§ Requirement: An identical copy of all the records is what the answer must contain.

○ ○ ○ ○ ○ ○ ○

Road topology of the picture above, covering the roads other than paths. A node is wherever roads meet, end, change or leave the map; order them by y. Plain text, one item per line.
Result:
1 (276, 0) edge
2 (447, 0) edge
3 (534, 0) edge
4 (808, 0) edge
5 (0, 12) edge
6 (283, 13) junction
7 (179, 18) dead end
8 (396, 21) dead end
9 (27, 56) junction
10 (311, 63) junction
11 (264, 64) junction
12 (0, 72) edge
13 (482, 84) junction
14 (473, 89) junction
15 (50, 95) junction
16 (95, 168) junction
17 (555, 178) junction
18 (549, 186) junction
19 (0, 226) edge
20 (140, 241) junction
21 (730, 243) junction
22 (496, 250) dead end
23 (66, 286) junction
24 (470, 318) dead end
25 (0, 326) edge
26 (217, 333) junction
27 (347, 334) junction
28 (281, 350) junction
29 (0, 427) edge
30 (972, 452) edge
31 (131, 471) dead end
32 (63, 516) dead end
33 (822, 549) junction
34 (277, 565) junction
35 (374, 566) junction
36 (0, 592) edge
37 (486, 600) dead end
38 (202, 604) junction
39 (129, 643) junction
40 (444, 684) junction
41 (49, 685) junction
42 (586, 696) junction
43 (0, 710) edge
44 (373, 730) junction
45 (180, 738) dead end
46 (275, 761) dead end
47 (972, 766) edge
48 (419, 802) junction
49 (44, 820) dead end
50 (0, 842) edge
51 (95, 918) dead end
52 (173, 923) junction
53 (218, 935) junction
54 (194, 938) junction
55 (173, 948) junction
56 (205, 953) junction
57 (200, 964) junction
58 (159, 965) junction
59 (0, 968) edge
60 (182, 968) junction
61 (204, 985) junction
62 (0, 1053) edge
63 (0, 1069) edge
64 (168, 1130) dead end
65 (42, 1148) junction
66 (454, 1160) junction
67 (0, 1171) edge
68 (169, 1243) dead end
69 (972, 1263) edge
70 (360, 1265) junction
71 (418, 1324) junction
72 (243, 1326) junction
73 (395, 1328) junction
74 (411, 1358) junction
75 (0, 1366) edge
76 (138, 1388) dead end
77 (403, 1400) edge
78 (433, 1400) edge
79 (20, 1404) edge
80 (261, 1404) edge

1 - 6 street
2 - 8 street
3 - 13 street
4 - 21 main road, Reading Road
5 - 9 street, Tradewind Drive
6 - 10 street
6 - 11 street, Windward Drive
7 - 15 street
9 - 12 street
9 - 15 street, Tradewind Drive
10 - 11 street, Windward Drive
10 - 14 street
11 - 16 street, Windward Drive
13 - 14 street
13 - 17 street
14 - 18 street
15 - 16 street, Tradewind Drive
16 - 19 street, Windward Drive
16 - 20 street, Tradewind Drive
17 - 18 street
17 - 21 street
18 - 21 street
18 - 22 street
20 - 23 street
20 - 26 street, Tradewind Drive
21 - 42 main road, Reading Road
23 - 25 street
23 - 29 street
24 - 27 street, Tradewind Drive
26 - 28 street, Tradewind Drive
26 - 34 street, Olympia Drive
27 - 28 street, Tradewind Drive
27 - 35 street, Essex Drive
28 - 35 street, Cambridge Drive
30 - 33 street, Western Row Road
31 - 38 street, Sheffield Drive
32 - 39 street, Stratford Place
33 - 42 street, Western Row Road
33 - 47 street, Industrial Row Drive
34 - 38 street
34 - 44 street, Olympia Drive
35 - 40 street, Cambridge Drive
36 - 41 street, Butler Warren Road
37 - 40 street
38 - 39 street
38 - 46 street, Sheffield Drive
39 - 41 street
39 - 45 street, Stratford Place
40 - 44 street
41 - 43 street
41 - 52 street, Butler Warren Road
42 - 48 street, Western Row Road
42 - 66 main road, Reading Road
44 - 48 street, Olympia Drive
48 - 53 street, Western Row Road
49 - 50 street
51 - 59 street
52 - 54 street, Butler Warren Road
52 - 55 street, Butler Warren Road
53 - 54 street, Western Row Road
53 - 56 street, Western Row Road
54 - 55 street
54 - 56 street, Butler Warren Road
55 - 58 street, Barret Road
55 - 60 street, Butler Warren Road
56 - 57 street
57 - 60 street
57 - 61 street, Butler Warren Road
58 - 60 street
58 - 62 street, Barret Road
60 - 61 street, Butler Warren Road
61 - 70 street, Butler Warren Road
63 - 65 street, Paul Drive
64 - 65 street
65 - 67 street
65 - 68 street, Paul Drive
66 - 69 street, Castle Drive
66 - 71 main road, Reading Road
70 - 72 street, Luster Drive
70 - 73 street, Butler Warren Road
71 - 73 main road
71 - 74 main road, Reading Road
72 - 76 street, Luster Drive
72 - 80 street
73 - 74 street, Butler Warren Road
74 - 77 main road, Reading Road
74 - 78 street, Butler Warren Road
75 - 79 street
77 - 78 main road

○ ○ ○ ○ ○ ○ ○

§ Reply to the exercise:
Road topology of the picture above, covering the roads other than paths. A node is wherever roads meet, end, change or leave the map; order them by y. Plain text, one item per line.
Result:
1 (276, 0) edge
2 (447, 0) edge
3 (534, 0) edge
4 (808, 0) edge
5 (0, 12) edge
6 (283, 13) junction
7 (179, 18) dead end
8 (396, 21) dead end
9 (27, 56) junction
10 (311, 63) junction
11 (264, 64) junction
12 (0, 72) edge
13 (482, 84) junction
14 (473, 89) junction
15 (50, 95) junction
16 (95, 168) junction
17 (555, 178) junction
18 (549, 186) junction
19 (0, 226) edge
20 (140, 241) junction
21 (730, 243) junction
22 (496, 250) dead end
23 (66, 286) junction
24 (470, 318) dead end
25 (0, 326) edge
26 (217, 333) junction
27 (347, 334) junction
28 (281, 350) junction
29 (0, 427) edge
30 (972, 452) edge
31 (131, 471) dead end
32 (63, 516) dead end
33 (822, 549) junction
34 (277, 565) junction
35 (374, 566) junction
36 (0, 592) edge
37 (486, 600) dead end
38 (202, 604) junction
39 (129, 643) junction
40 (444, 684) junction
41 (49, 685) junction
42 (586, 696) junction
43 (0, 710) edge
44 (373, 730) junction
45 (180, 738) dead end
46 (275, 761) dead end
47 (972, 766) edge
48 (419, 802) junction
49 (44, 820) dead end
50 (0, 842) edge
51 (95, 918) dead end
52 (173, 923) junction
53 (218, 935) junction
54 (194, 938) junction
55 (173, 948) junction
56 (205, 953) junction
57 (200, 964) junction
58 (159, 965) junction
59 (0, 968) edge
60 (182, 968) junction
61 (204, 985) junction
62 (0, 1053) edge
63 (0, 1069) edge
64 (168, 1130) dead end
65 (42, 1148) junction
66 (454, 1160) junction
67 (0, 1171) edge
68 (169, 1243) dead end
69 (972, 1263) edge
70 (360, 1265) junction
71 (418, 1324) junction
72 (243, 1326) junction
73 (395, 1328) junction
74 (411, 1358) junction
75 (0, 1366) edge
76 (138, 1388) dead end
77 (403, 1400) edge
78 (433, 1400) edge
79 (20, 1404) edge
80 (261, 1404) edge

1 - 6 street
2 - 8 street
3 - 13 street
4 - 21 main road, Reading Road
5 - 9 street, Tradewind Drive
6 - 10 street
6 - 11 street, Windward Drive
7 - 15 street
9 - 12 street
9 - 15 street, Tradewind Drive
10 - 11 street, Windward Drive
10 - 14 street
11 - 16 street, Windward Drive
13 - 14 street
13 - 17 street
14 - 18 street
15 - 16 street, Tradewind Drive
16 - 19 street, Windward Drive
16 - 20 street, Tradewind Drive
17 - 18 street
17 - 21 street
18 - 21 street
18 - 22 street
20 - 23 street
20 - 26 street, Tradewind Drive
21 - 42 main road, Reading Road
23 - 25 street
23 - 29 street
24 - 27 street, Tradewind Drive
26 - 28 street, Tradewind Drive
26 - 34 street, Olympia Drive
27 - 28 street, Tradewind Drive
27 - 35 street, Essex Drive
28 - 35 street, Cambridge Drive
30 - 33 street, Western Row Road
31 - 38 street, Sheffield Drive
32 - 39 street, Stratford Place
33 - 42 street, Western Row Road
33 - 47 street, Industrial Row Drive
34 - 38 street
34 - 44 street, Olympia Drive
35 - 40 street, Cambridge Drive
36 - 41 street, Butler Warren Road
37 - 40 street
38 - 39 street
38 - 46 street, Sheffield Drive
39 - 41 street
39 - 45 street, Stratford Place
40 - 44 street
41 - 43 street
41 - 52 street, Butler Warren Road
42 - 48 street, Western Row Road
42 - 66 main road, Reading Road
44 - 48 street, Olympia Drive
48 - 53 street, Western Row Road
49 - 50 street
51 - 59 street
52 - 54 street, Butler Warren Road
52 - 55 street, Butler Warren Road
53 - 54 street, Western Row Road
53 - 56 street, Western Row Road
54 - 55 street
54 - 56 street, Butler Warren Road
55 - 58 street, Barret Road
55 - 60 street, Butler Warren Road
56 - 57 street
57 - 60 street
57 - 61 street, Butler Warren Road
58 - 60 street
58 - 62 street, Barret Road
60 - 61 street, Butler Warren Road
61 - 70 street, Butler Warren Road
63 - 65 street, Paul Drive
64 - 65 street
65 - 67 street
65 - 68 street, Paul Drive
66 - 69 street, Castle Drive
66 - 71 main road, Reading Road
70 - 72 street, Luster Drive
70 - 73 street, Butler Warren Road
71 - 73 main road
71 - 74 main road, Reading Road
72 - 76 street, Luster Drive
72 - 80 street
73 - 74 street, Butler Warren Road
74 - 77 main road, Reading Road
74 - 78 street, Butler Warren Road
75 - 79 street
77 - 78 main road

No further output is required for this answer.